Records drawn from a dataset
_ _ _ _ _ _ _
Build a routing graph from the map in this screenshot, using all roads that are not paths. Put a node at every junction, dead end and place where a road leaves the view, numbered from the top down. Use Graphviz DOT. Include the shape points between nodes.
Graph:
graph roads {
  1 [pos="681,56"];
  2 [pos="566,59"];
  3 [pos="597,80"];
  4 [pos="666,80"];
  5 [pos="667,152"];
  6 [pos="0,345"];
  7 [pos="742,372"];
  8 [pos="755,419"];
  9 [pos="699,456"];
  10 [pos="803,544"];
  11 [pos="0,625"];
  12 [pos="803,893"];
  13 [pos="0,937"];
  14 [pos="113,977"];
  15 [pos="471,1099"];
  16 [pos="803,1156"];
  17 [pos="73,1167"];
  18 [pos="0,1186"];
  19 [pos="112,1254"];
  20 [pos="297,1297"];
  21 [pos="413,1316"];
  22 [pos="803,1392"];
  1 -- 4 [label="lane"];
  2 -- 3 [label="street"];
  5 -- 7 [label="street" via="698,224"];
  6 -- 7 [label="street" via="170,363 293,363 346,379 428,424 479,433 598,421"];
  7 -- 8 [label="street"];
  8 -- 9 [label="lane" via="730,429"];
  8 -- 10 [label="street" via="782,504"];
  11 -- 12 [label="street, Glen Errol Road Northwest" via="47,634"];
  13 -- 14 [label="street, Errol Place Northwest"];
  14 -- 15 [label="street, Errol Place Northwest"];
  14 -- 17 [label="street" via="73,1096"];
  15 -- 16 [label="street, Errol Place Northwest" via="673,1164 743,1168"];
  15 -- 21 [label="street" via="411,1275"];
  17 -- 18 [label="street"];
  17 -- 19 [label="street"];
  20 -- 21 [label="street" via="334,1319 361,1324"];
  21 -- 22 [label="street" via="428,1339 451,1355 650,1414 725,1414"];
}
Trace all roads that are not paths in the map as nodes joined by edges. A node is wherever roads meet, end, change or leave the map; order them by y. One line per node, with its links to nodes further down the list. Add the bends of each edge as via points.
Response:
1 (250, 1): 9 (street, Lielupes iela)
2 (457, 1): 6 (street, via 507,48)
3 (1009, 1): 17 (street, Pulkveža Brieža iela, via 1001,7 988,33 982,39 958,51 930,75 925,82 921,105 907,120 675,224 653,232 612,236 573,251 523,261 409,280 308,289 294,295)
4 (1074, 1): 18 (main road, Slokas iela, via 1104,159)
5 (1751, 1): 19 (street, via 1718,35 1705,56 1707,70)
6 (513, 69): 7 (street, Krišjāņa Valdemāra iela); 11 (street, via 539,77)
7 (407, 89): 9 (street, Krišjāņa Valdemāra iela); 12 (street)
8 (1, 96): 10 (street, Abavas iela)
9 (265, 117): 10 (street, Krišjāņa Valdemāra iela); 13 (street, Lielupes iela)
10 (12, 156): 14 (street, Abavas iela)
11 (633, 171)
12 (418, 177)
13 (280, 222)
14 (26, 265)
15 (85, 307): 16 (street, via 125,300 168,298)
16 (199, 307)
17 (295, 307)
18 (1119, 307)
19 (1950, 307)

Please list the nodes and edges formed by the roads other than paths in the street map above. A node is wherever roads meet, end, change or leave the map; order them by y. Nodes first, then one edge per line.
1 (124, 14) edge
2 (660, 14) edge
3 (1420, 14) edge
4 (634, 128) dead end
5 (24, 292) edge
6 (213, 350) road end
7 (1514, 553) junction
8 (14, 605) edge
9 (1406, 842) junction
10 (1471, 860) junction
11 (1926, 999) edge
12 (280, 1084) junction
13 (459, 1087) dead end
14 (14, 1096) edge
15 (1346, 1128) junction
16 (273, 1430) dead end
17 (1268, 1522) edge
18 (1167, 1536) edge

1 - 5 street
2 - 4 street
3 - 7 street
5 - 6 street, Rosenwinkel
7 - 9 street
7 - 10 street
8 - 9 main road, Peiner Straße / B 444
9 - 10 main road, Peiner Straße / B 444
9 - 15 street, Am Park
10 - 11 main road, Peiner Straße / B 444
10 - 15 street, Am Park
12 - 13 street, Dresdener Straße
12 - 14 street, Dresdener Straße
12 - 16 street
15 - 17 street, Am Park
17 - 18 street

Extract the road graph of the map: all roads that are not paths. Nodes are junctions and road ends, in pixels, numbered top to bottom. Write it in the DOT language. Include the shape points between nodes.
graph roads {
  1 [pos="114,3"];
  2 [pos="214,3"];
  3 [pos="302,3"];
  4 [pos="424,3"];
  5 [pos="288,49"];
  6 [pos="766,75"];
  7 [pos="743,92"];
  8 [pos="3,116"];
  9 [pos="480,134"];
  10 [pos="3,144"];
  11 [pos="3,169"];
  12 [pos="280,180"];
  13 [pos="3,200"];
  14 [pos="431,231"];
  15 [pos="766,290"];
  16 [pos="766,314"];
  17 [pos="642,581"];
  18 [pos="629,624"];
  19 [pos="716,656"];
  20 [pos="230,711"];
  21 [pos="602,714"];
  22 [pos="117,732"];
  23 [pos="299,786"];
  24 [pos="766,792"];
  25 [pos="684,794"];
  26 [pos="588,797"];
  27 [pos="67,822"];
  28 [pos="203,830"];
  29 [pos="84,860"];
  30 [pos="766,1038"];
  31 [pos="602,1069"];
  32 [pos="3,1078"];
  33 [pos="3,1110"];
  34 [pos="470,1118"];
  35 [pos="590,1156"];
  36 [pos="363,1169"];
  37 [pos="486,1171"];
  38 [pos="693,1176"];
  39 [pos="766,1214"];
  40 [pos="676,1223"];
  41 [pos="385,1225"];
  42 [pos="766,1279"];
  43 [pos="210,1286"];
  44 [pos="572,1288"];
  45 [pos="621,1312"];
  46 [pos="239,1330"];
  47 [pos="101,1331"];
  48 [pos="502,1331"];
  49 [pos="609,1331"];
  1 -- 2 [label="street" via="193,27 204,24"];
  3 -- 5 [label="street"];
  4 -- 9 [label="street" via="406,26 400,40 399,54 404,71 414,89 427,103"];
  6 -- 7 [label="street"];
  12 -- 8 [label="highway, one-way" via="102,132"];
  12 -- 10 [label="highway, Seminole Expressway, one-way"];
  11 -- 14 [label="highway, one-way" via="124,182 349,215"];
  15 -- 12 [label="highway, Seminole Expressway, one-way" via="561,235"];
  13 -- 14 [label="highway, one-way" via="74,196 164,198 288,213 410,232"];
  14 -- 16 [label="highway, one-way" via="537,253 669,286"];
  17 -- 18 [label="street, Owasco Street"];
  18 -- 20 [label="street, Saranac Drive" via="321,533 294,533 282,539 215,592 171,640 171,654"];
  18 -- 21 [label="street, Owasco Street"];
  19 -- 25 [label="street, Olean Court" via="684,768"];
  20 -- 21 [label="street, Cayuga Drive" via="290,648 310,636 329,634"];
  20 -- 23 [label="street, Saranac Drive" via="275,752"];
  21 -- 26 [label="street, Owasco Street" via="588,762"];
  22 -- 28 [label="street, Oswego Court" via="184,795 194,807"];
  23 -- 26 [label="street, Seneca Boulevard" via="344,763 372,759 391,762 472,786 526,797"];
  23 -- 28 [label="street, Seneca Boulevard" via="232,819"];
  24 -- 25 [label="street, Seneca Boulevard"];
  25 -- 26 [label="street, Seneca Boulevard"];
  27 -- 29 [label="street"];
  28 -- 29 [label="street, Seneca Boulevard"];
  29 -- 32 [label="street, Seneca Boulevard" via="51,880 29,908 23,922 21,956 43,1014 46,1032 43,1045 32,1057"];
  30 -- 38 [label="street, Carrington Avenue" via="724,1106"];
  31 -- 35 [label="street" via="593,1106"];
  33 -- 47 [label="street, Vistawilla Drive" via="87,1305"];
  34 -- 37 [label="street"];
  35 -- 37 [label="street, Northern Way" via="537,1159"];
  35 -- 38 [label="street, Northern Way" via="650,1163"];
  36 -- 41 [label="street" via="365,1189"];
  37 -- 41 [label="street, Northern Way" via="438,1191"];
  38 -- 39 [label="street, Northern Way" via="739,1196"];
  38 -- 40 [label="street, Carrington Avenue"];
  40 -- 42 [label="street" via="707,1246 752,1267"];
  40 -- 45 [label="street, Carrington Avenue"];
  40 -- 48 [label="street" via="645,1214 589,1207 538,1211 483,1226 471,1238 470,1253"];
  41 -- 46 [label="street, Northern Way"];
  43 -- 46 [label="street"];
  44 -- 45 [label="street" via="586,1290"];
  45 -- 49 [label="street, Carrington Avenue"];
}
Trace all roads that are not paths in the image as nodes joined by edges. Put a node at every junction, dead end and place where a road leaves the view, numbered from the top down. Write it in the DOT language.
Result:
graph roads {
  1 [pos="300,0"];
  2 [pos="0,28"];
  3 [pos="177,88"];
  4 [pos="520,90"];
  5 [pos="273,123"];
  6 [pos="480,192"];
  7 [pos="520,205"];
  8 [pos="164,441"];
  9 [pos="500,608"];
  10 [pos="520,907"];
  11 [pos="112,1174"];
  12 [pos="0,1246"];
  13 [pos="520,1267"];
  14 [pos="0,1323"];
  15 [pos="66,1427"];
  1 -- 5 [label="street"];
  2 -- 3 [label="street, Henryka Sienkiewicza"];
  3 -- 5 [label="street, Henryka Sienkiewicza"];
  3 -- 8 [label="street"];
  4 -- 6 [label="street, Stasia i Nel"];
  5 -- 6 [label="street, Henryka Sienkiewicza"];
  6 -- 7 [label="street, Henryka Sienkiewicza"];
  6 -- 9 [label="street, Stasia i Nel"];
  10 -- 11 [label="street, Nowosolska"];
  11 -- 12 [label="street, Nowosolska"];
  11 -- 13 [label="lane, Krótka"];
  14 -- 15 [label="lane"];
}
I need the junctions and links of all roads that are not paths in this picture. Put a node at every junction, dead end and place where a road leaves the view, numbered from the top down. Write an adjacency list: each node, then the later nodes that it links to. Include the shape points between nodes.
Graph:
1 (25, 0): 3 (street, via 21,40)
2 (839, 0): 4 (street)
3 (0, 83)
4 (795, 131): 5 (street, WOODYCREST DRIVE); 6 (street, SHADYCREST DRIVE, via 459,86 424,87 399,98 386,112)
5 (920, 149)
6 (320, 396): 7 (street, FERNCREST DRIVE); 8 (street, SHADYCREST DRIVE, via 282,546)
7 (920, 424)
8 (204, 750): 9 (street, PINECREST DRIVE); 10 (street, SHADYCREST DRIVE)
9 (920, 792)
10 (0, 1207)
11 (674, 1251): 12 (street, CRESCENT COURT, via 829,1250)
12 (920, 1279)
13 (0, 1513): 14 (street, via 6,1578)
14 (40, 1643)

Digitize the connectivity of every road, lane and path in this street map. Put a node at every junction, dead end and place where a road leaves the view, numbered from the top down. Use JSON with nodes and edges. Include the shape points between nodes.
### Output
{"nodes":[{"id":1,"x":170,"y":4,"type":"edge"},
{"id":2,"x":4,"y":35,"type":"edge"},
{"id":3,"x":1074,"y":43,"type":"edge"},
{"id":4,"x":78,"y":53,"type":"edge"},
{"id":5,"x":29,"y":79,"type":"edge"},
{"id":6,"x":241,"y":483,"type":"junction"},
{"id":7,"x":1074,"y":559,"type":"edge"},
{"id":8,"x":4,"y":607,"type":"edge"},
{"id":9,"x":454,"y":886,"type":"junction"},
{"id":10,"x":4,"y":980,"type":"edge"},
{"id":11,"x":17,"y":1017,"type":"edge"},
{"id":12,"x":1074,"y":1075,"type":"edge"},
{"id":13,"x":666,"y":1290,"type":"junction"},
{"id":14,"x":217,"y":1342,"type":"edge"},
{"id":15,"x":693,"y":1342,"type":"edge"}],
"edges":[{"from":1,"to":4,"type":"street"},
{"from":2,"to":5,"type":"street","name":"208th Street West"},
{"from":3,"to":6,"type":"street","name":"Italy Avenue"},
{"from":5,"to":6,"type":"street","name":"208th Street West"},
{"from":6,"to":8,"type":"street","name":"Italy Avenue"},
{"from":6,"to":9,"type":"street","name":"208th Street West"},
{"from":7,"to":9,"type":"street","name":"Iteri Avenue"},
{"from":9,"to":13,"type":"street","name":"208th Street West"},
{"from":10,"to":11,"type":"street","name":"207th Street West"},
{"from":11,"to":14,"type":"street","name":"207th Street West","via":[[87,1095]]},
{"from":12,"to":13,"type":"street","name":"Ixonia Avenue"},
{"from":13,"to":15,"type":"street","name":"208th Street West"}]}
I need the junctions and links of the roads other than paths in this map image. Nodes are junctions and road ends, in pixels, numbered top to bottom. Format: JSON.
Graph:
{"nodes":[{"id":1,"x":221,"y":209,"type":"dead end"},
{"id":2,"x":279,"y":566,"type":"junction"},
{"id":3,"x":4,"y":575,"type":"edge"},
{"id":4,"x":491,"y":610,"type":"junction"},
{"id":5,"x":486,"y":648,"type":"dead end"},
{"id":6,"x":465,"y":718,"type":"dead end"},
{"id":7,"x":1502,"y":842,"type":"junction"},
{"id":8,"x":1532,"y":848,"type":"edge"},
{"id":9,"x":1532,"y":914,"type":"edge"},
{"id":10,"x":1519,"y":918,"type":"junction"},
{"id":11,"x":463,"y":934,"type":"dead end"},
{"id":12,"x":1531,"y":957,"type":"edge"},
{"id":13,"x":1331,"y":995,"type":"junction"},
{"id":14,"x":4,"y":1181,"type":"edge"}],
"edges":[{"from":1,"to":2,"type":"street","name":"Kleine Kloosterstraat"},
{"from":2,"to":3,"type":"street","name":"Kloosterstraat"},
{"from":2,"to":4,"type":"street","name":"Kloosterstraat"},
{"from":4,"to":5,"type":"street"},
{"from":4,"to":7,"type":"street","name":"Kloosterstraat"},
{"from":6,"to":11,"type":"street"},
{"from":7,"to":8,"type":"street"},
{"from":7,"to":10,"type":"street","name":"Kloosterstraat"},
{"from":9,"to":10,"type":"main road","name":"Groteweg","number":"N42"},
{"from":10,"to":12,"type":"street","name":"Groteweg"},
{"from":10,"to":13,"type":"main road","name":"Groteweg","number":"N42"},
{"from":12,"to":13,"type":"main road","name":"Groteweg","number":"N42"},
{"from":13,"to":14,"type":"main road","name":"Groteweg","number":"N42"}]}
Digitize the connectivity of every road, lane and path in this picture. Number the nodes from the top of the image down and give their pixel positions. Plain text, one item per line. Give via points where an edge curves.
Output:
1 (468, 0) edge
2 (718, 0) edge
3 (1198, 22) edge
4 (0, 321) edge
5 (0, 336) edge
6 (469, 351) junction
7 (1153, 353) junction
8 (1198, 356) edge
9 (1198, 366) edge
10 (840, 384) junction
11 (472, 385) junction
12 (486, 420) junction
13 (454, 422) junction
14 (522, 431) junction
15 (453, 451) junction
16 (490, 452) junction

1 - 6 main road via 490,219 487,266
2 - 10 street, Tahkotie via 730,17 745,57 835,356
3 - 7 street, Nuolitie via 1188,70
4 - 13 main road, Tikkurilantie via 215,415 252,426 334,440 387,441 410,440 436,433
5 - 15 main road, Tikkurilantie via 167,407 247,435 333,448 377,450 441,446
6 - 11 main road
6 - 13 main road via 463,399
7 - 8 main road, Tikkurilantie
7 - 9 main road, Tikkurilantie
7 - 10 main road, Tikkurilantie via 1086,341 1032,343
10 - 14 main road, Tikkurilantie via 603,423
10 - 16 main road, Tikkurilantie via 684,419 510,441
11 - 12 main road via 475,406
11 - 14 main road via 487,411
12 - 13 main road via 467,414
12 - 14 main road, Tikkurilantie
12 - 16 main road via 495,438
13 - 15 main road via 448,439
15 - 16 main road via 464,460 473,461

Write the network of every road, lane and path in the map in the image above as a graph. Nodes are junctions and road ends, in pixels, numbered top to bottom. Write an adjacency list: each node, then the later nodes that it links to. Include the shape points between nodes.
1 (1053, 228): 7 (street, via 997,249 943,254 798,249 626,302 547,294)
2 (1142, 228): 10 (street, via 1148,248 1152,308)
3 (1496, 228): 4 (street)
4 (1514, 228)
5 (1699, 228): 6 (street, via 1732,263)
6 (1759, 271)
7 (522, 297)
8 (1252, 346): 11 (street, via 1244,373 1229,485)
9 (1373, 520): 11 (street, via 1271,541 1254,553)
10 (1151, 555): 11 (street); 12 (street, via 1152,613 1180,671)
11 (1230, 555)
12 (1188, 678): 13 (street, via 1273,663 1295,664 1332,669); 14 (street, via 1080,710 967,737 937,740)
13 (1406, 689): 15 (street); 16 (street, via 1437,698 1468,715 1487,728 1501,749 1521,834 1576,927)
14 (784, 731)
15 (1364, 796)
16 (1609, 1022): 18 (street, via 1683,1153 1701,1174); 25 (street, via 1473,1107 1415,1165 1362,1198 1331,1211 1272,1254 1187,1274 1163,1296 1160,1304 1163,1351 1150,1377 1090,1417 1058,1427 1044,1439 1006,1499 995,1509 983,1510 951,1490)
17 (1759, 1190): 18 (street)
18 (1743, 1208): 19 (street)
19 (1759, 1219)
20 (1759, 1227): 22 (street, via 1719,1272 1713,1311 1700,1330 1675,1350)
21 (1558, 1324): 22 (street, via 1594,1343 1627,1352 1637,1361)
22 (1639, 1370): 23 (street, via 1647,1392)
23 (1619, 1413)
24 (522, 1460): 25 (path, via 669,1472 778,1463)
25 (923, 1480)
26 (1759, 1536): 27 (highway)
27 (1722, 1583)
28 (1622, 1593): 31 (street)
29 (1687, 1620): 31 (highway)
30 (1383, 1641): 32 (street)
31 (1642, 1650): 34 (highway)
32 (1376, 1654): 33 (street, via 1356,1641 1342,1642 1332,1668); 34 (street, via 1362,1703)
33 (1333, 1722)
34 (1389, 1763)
_ _ _ _ _ _ _
> **Task requirements**:
Each line of the entries that contains the word "Nowosolska" should be listed.

> **Reply**:
  10 -- 11 [label="street, Nowosolska"];
  11 -- 12 [label="street, Nowosolska"];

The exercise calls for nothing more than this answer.